Abstract
Precision medicine initiatives come amid the rapid growth in quantity and variety of biomedical data, which exceeds the capacity of matrix-oriented data representations and many current analysis algorithms. Tensor factorizations extend the matrix view to multiple modalities and support dimensionality reduction methods that identify latent groups of data for meaningful summarization of both features and instances. In this opinion article, we analyze the modest literature on applying tensor factorization to various biomedical fields including genotyping and phenotyping. Based on the cited work including work of our own, we suggest that tensor applications could serve as an effective tool to enable frequent updating of medical knowledge based on the continually growing scientific and clinical evidence. We encourage extensive experimental studies to tackle challenges including design choice of factorizations, integrating temporality and algorithm scalability.

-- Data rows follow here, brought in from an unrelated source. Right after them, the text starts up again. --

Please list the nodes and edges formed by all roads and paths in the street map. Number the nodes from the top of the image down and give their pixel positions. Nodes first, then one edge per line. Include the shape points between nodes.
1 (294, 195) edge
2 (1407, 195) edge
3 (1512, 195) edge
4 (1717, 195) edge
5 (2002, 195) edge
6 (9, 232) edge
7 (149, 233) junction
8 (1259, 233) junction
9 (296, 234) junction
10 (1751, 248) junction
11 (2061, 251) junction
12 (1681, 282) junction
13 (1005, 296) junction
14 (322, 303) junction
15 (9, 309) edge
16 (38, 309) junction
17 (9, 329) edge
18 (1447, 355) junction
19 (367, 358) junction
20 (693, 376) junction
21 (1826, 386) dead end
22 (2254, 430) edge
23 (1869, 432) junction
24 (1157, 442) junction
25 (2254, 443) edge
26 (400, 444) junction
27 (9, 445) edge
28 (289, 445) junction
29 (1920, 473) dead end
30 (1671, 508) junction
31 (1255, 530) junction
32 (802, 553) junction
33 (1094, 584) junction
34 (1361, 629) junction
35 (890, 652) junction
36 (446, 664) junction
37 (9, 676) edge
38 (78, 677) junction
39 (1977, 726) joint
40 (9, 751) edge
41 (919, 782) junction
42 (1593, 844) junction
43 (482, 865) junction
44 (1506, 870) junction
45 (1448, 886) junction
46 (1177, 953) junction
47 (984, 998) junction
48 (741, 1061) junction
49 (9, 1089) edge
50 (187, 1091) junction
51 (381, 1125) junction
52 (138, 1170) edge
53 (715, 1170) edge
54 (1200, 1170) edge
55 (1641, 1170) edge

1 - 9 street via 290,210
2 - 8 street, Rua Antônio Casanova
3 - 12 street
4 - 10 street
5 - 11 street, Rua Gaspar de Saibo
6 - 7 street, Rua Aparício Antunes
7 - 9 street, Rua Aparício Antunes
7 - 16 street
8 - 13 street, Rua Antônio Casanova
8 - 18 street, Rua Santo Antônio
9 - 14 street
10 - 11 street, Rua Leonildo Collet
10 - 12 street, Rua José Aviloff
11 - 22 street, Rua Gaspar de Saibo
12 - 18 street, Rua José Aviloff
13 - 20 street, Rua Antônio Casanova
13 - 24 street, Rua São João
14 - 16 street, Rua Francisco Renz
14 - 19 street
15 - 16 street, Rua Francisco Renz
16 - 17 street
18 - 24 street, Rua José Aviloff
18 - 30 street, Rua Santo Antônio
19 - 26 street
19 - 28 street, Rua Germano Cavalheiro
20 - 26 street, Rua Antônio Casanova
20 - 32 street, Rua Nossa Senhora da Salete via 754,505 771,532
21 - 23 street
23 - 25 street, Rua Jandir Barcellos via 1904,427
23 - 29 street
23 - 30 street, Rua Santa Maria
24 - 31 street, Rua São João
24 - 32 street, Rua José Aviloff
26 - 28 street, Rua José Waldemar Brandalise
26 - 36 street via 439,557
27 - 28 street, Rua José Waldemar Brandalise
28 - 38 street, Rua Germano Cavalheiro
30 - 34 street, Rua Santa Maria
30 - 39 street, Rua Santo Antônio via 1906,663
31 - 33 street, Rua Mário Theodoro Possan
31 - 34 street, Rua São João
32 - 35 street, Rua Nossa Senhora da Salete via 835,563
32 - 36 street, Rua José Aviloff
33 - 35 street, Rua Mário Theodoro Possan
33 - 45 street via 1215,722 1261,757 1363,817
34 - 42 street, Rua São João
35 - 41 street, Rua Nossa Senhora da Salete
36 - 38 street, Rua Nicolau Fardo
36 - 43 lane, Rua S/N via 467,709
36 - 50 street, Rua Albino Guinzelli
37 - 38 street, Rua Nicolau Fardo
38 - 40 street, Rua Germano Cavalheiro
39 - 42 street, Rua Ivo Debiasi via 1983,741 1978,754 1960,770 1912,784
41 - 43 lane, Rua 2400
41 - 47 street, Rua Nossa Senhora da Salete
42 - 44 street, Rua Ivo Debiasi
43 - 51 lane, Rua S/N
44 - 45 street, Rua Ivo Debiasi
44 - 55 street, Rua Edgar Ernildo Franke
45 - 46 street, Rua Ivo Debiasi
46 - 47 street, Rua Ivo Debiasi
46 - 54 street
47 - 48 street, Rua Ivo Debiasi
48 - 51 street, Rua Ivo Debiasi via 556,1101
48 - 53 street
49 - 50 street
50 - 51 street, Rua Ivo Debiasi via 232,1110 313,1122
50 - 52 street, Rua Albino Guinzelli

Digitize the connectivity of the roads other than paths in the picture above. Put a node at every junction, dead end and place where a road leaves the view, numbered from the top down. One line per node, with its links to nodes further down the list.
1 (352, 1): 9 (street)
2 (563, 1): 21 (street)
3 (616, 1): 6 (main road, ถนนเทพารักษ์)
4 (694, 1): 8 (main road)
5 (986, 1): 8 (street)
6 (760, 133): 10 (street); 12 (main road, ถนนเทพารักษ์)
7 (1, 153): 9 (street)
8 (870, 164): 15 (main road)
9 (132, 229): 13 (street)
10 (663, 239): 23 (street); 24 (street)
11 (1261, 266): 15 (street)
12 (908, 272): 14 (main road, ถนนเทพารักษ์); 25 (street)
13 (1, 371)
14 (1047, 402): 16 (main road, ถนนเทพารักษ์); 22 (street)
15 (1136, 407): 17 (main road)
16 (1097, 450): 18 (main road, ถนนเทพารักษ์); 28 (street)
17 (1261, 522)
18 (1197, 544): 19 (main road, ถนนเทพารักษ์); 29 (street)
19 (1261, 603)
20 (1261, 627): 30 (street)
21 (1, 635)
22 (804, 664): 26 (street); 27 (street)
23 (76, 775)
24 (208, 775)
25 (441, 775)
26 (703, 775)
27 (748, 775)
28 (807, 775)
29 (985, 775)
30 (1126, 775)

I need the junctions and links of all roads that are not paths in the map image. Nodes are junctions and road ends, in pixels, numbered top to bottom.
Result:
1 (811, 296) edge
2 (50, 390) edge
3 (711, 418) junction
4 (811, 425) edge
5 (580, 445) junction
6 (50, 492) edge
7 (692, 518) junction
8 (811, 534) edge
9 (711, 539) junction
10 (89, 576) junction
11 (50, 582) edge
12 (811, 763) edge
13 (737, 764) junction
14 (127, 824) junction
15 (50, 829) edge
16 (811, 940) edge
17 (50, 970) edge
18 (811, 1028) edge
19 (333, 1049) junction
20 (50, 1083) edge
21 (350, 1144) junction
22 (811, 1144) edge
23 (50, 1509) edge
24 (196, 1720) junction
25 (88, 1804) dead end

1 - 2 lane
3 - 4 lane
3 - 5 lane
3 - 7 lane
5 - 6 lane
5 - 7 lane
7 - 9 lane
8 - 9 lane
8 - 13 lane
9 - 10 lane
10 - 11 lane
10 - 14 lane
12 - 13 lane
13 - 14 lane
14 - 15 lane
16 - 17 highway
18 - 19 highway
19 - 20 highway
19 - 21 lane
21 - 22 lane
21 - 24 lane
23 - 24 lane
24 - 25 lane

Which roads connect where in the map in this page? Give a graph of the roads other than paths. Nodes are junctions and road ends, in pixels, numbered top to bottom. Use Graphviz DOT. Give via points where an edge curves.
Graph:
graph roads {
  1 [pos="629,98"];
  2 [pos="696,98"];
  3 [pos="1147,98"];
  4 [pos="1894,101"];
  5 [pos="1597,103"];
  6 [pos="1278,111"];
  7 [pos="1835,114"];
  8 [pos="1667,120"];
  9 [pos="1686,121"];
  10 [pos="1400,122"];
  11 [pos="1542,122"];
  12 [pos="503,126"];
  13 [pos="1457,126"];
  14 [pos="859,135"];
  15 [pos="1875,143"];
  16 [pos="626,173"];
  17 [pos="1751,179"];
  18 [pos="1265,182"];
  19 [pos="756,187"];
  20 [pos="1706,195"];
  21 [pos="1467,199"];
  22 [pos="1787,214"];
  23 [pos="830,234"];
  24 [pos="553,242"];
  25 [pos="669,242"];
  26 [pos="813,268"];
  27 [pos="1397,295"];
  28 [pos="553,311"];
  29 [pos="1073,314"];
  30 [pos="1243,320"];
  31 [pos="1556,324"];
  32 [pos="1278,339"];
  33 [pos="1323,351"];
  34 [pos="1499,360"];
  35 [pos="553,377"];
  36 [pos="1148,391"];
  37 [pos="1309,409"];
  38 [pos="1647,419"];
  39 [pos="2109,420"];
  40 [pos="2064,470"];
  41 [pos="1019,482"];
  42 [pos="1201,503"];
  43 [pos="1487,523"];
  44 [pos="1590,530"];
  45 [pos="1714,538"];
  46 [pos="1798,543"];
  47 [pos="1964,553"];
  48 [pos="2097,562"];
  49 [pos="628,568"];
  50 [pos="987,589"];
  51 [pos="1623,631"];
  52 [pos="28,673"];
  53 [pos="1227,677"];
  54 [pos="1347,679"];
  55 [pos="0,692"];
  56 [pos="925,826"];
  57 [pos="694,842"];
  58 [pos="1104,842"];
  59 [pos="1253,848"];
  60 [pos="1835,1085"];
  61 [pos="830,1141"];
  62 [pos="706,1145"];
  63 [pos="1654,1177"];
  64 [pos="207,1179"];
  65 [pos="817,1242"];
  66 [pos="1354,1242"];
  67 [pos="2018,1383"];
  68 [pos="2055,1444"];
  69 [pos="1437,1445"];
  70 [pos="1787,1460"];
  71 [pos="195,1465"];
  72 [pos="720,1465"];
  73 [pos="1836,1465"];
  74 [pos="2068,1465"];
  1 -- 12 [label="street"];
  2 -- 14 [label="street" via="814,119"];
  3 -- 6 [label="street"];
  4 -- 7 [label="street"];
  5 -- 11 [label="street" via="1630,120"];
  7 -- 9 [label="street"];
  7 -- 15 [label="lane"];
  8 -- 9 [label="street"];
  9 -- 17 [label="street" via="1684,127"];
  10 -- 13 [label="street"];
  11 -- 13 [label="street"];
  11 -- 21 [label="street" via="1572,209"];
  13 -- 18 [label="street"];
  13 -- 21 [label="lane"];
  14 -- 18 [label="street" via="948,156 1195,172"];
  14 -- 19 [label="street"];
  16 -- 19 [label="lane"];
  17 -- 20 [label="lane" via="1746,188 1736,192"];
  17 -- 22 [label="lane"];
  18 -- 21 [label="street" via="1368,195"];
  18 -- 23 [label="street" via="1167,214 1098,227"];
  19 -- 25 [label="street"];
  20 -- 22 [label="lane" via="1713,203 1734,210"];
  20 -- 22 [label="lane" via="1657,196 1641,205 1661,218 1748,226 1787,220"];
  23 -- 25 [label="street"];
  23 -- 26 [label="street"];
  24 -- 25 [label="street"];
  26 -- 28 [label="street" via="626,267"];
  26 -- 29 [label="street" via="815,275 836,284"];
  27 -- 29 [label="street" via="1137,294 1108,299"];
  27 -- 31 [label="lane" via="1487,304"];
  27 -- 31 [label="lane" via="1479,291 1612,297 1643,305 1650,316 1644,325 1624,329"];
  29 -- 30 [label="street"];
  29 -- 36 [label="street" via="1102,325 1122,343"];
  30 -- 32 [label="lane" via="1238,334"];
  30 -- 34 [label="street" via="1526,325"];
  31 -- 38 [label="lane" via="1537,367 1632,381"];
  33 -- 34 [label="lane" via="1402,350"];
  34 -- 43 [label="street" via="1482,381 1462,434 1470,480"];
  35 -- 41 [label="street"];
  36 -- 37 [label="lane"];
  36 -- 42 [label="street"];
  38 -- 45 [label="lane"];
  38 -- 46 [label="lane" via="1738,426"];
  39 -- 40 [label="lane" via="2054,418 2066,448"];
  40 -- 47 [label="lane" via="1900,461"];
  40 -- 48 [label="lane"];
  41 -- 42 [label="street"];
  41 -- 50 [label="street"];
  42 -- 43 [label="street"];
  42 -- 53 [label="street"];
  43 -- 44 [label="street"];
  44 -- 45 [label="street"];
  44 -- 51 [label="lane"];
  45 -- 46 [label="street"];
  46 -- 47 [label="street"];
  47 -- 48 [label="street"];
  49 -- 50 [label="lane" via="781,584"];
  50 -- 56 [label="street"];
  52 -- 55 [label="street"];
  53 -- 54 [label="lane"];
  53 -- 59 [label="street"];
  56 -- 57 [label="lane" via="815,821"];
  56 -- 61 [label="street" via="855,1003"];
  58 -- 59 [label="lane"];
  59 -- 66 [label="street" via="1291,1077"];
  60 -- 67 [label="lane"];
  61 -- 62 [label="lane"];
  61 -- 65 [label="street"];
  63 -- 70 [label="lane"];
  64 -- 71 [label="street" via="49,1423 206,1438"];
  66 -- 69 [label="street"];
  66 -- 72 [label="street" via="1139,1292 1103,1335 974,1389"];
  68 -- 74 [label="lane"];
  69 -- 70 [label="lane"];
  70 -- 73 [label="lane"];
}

Keywords: tensor factorization, precision medicine, biomedical data mining, multiple data modalities
Introduction
The collection of electronic medical data, while growing rapidly, poses technical challenges owing to large volume, uncertainty from noise and missing data and the fact that it draws from multiple modalities including clinical and genomic profiles, medication prescriptions and environmental exposures. Precision medicine aims to harness information from all modalities, develop a comprehensive view of a patient’s pathophysiologic progression and administer personalized therapies. Existing efforts are often based on only a few biomarkers, and their generalization demands new computational solutions, particularly to address the growing volume, uncertainty and number of modalities of data.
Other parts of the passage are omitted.